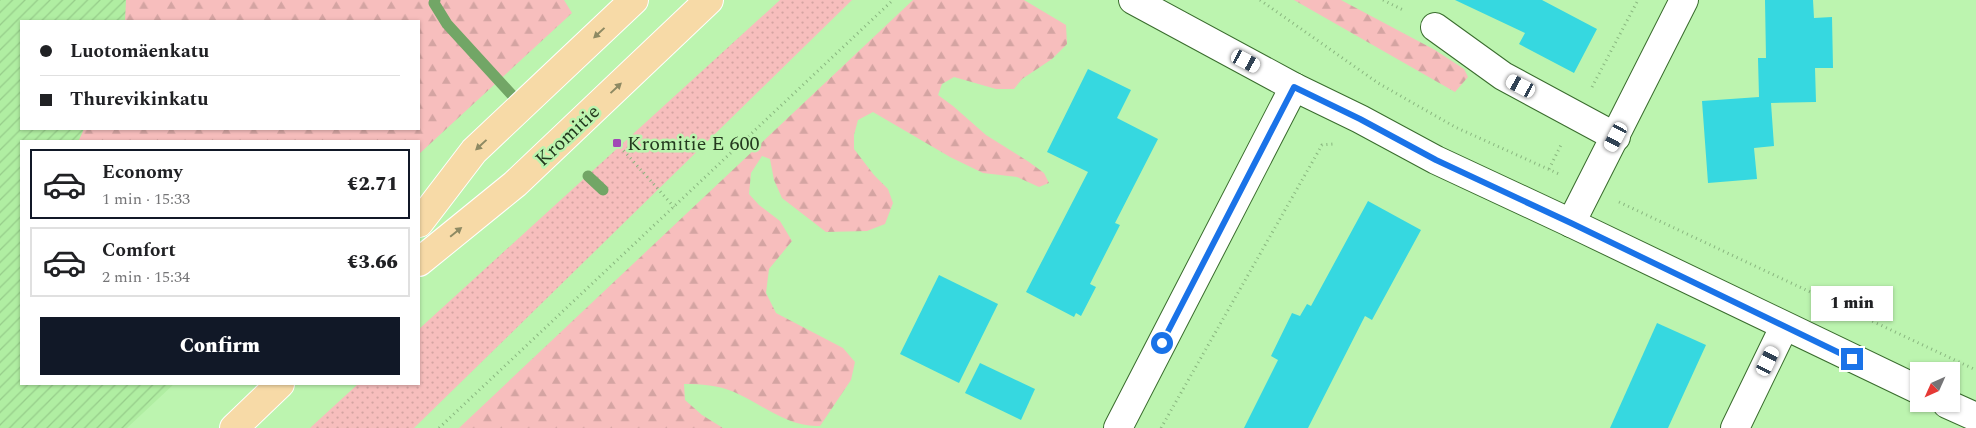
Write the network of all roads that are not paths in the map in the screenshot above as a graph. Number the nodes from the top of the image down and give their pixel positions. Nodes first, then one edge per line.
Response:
1 (634, 0) edge
2 (709, 0) edge
3 (1133, 0) edge
4 (1684, 0) edge
5 (1435, 27) dead end
6 (1294, 87) junction
7 (1616, 137) junction
8 (420, 222) edge
9 (1571, 223) junction
10 (420, 261) edge
11 (1784, 327) junction
12 (279, 385) edge
13 (1910, 386) edge
14 (1960, 410) edge
15 (1976, 418) edge
16 (234, 428) edge
17 (1118, 428) edge
18 (1735, 428) edge

1 -> 8 main road
10 -> 2 main road, Kromitie
3 - 6 street
4 - 7 street
5 - 7 street
6 - 9 street
6 - 17 street
7 - 9 street
9 - 11 street
11 - 13 street
11 - 18 street
12 - 16 main road
14 - 15 street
★ ★ ★
To do
Apart from the pictures, the material above has to be repeated exactly.

Task answer
Write the network of all roads that are not paths in the map in the screenshot above as a graph. Number the nodes from the top of the image down and give their pixel positions. Nodes first, then one edge per line.
Response:
1 (634, 0) edge
2 (709, 0) edge
3 (1133, 0) edge
4 (1684, 0) edge
5 (1435, 27) dead end
6 (1294, 87) junction
7 (1616, 137) junction
8 (420, 222) edge
9 (1571, 223) junction
10 (420, 261) edge
11 (1784, 327) junction
12 (279, 385) edge
13 (1910, 386) edge
14 (1960, 410) edge
15 (1976, 418) edge
16 (234, 428) edge
17 (1118, 428) edge
18 (1735, 428) edge

1 -> 8 main road
10 -> 2 main road, Kromitie
3 - 6 street
4 - 7 street
5 - 7 street
6 - 9 street
6 - 17 street
7 - 9 street
9 - 11 street
11 - 13 street
11 - 18 street
12 - 16 main road
14 - 15 street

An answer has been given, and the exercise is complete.